Photo by Interactive Sports @interactivesports

One of my dearest goals in life was to be 5’4”.  I don’t know how or why I picked that number, only that as a 4’11” girl I knew not to aim too high.  5’4” seemed reachable and normal.  Only it turned out that by grade seven I was fully grown….as tall as I would ever be.  So, I have heard all the short jokes.  Really.  And I could laugh at most of them and was not bothered by the nicknames and the laughs at my expense.  After a while I was just bothered by the lack of originality.  But what did make me angry, was being underestimated over and over throughout my life based on my stature.  It made me determined, most of the time, to prove people wrong about me.  I would take on things I was “too small to do” and then do them.  I have done a lot of tasks fueled by righteous indignation, temper and tears.  At best, being short has given me motivation, and at worst, an unnatural hate for track and field – in particular, hurdles.

I did not spend a lot of time with my paternal grandfather.  He came to visit for a week or two maybe once a year when I was young.  But I remember well what he used to call me. His nickname for me was Big Enough.  And when someone would doubt me or say I couldn’t do something because of how little I was, he would say with authority, she is big enough. Just writing that makes me emotional.  I think if you have spent any time in life trying to be enough, to be worthy, to be seen as capable, attractive or valuable, then you might relate.

We spend a lot of time in life evaluating and judging people based on their appearance.  We assign value and attributes based on height, weight, hair, skin color, long lashes, muscles, smiles, eyes, curves, etc.  We decide if a human being is worthy of our time, interest or confidence based on many of those things within the first minutes of encountering someone.  Each one of those categories has a subtext and merit, and we seem to accept that in our conditioning at face value.  We rarely examine it at all. There is plenty of research and evidence that tells us that tall, attractive people are seen as more capable and will be more successful, popular and well compensated. The beauty industry is very invested in us not examining what they tell us is beautiful.  We accept it, consciously or subconsciously, and buy the products to help us achieve it. We also, have our own criteria.  So we have all been a victim of those biases and we have victimized others based on them too. We forget that no one can take credit or blame for the body and genes they are born with. We all just do the best we can with what we get.

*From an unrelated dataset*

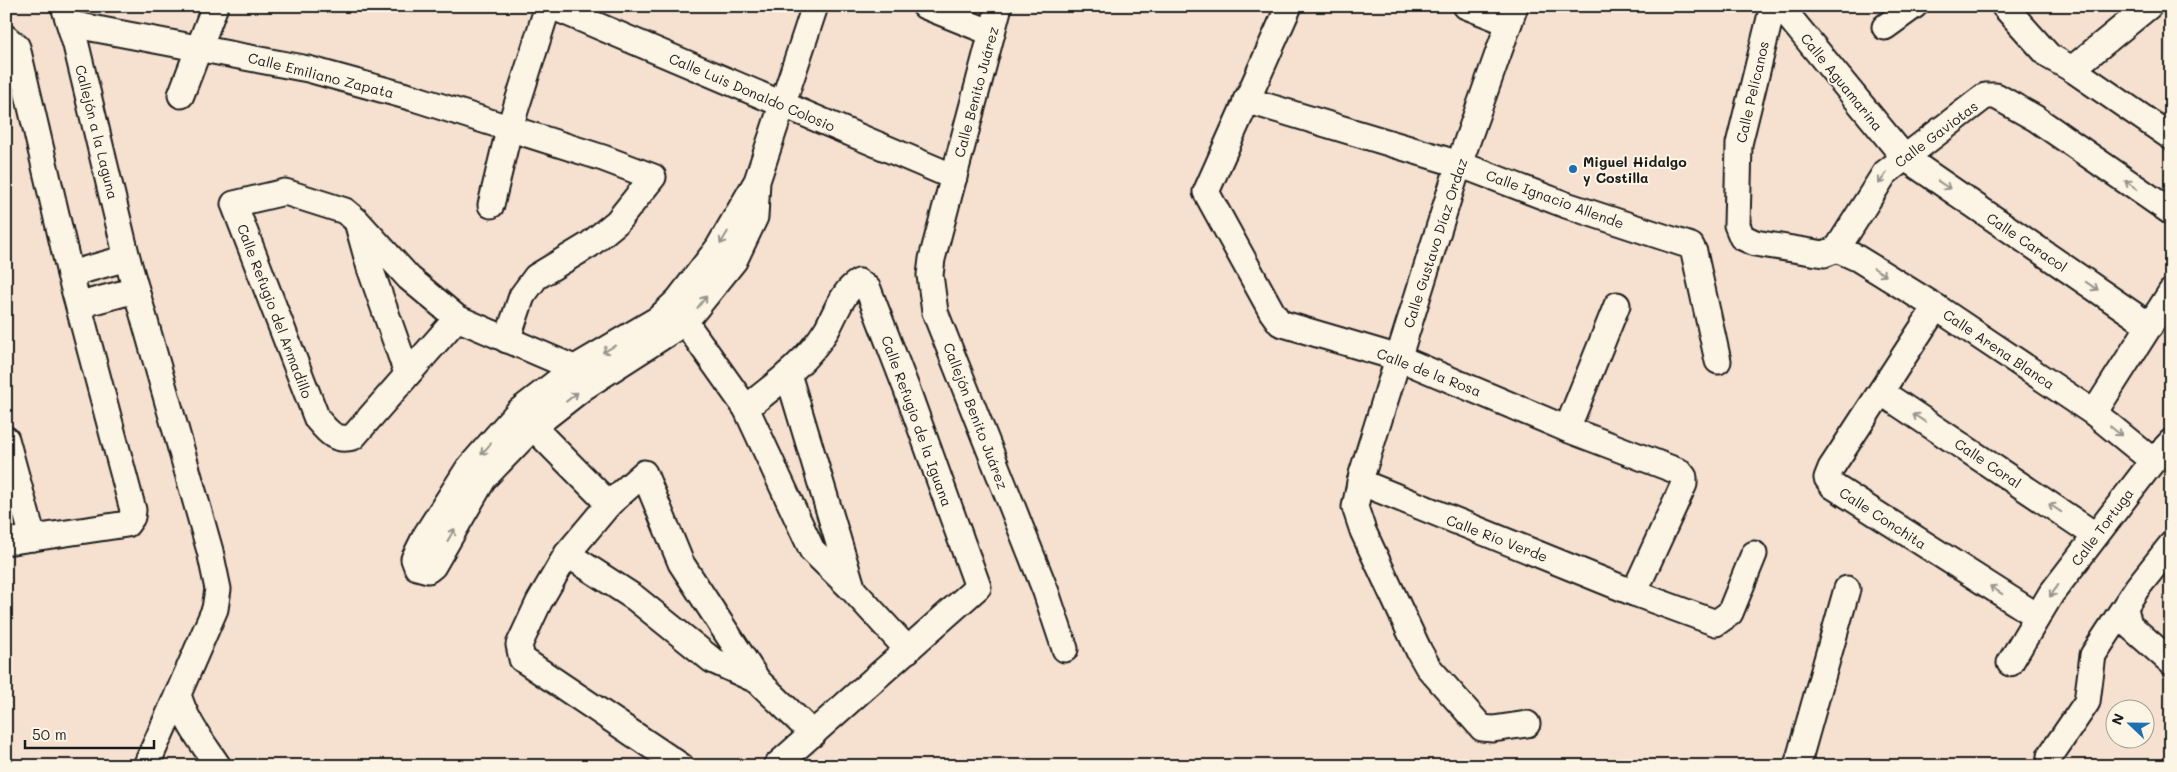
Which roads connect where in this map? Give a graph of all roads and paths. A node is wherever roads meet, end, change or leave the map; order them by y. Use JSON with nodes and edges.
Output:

Hopefully, regardless of our beauty and stature, or lack thereof, we have had people who could see beyond our physical appearance and let us discover our own value and capabilities. Biases can only hold us back if we buy into them. And surely we have known someone who became more beautiful, or allowed us to expose our own beauty, as time revealed our hearts. Someone who taught us that kindness, joyfulness, grace, intelligence, humour, spirituality, grit and soul can change the ordinary into the extraordinary and reveal a loveliness we didn’t see at first.  All the rest is packaging that can be set aside as we admire the gifts within.  It is something we instinctively know as children, and something we unlearn and relearn over and over again throughout our lives. 

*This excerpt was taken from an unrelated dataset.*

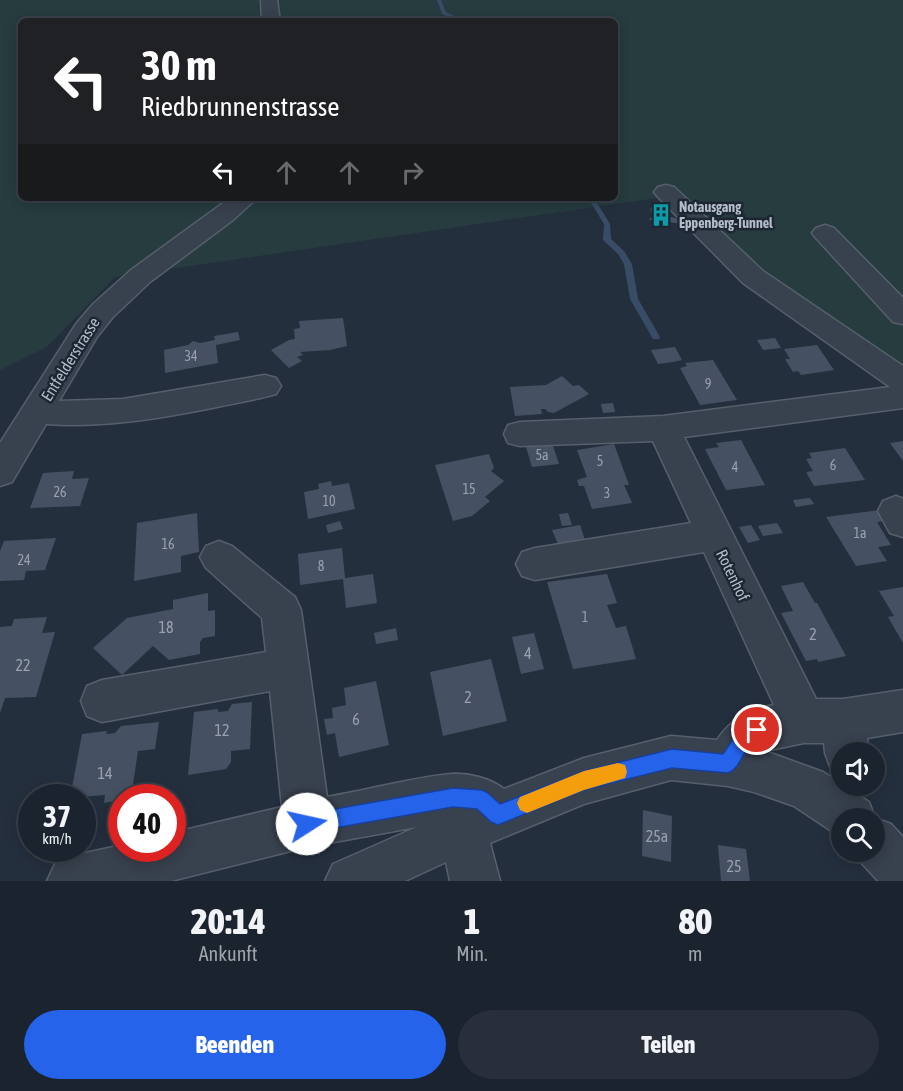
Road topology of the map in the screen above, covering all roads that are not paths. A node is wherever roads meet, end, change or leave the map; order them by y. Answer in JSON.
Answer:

What I love about the memory of my Grandpa, is that at the time he gave me that nickname I had not yet become anything or anybody.  I was a tiny little girl just barely getting started.  I had no awareness of my height, looks or my capabilities or what any of that was going to mean.  But he had already decided that I had everything I needed and had nothing to prove.  That I was already worthy and already enough for whatever “hurdle” was coming my way. I am sure he didn’t know, and I am not sure even I knew then, that he had given me something rare and precious. Because if he could believe I was big enough then so could I.  And so I was.